Aim of the exercise: Your reply should consist of the entries, copied exactly and stripped of images.

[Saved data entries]
· · · ·

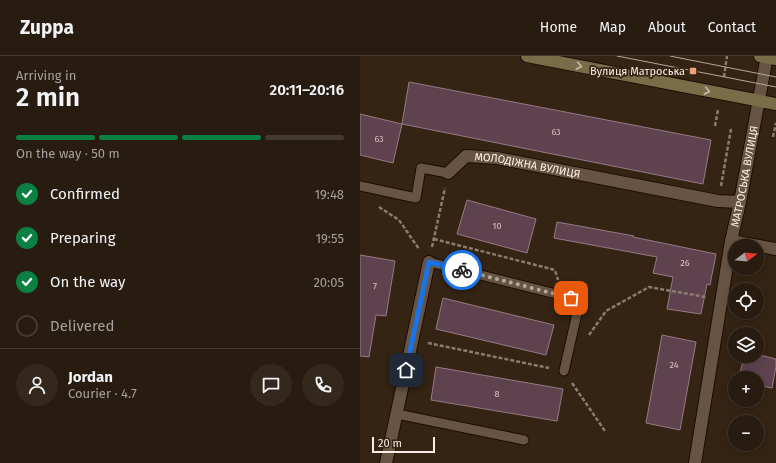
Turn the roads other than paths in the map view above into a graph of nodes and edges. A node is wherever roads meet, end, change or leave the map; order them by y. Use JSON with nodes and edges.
{"nodes":[{"id":1,"x":527,"y":56,"type":"edge"},
{"id":2,"x":767,"y":57,"type":"edge"},
{"id":3,"x":759,"y":101,"type":"junction"},
{"id":4,"x":776,"y":104,"type":"edge"},
{"id":5,"x":448,"y":173,"type":"joint"},
{"id":6,"x":360,"y":186,"type":"edge"},
{"id":7,"x":740,"y":202,"type":"junction"},
{"id":8,"x":731,"y":239,"type":"edge"},
{"id":9,"x":764,"y":247,"type":"edge"},
{"id":10,"x":776,"y":249,"type":"edge"},
{"id":11,"x":728,"y":260,"type":"edge"},
{"id":12,"x":429,"y":262,"type":"joint"},
{"id":13,"x":564,"y":371,"type":"road end"},
{"id":14,"x":397,"y":414,"type":"junction"},
{"id":15,"x":524,"y":440,"type":"dead end"},
{"id":16,"x":386,"y":463,"type":"edge"},
{"id":17,"x":695,"y":463,"type":"edge"}],
"edges":[{"from":1,"to":3,"type":"main road","one_way":true},
{"from":2,"to":3,"type":"street","name":"МАТРОСЬКА ВУЛИЦЯ"},
{"from":3,"to":4,"type":"main road"},
{"from":3,"to":7,"type":"street","name":"МАТРОСЬКА ВУЛИЦЯ"},
{"from":5,"to":6,"type":"lane"},
{"from":5,"to":7,"type":"street","name":"МОЛОДІЖНА ВУЛИЦЯ"},
{"from":7,"to":8,"type":"street","name":"МАТРОСЬКА ВУЛИЦЯ"},
{"from":9,"to":10,"type":"street"},
{"from":11,"to":17,"type":"street","name":"МАТРОСЬКА ВУЛИЦЯ"},
{"from":12,"to":13,"type":"lane"},
{"from":12,"to":14,"type":"street"},
{"from":14,"to":15,"type":"lane"},
{"from":14,"to":16,"type":"street"}]}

· · · ·

Solution to this exercise:
Turn the roads other than paths in the map view above into a graph of nodes and edges. A node is wherever roads meet, end, change or leave the map; order them by y. Use JSON with nodes and edges.
{"nodes":[{"id":1,"x":527,"y":56,"type":"edge"},
{"id":2,"x":767,"y":57,"type":"edge"},
{"id":3,"x":759,"y":101,"type":"junction"},
{"id":4,"x":776,"y":104,"type":"edge"},
{"id":5,"x":448,"y":173,"type":"joint"},
{"id":6,"x":360,"y":186,"type":"edge"},
{"id":7,"x":740,"y":202,"type":"junction"},
{"id":8,"x":731,"y":239,"type":"edge"},
{"id":9,"x":764,"y":247,"type":"edge"},
{"id":10,"x":776,"y":249,"type":"edge"},
{"id":11,"x":728,"y":260,"type":"edge"},
{"id":12,"x":429,"y":262,"type":"joint"},
{"id":13,"x":564,"y":371,"type":"road end"},
{"id":14,"x":397,"y":414,"type":"junction"},
{"id":15,"x":524,"y":440,"type":"dead end"},
{"id":16,"x":386,"y":463,"type":"edge"},
{"id":17,"x":695,"y":463,"type":"edge"}],
"edges":[{"from":1,"to":3,"type":"main road","one_way":true},
{"from":2,"to":3,"type":"street","name":"МАТРОСЬКА ВУЛИЦЯ"},
{"from":3,"to":4,"type":"main road"},
{"from":3,"to":7,"type":"street","name":"МАТРОСЬКА ВУЛИЦЯ"},
{"from":5,"to":6,"type":"lane"},
{"from":5,"to":7,"type":"street","name":"МОЛОДІЖНА ВУЛИЦЯ"},
{"from":7,"to":8,"type":"street","name":"МАТРОСЬКА ВУЛИЦЯ"},
{"from":9,"to":10,"type":"street"},
{"from":11,"to":17,"type":"street","name":"МАТРОСЬКА ВУЛИЦЯ"},
{"from":12,"to":13,"type":"lane"},
{"from":12,"to":14,"type":"street"},
{"from":14,"to":15,"type":"lane"},
{"from":14,"to":16,"type":"street"}]}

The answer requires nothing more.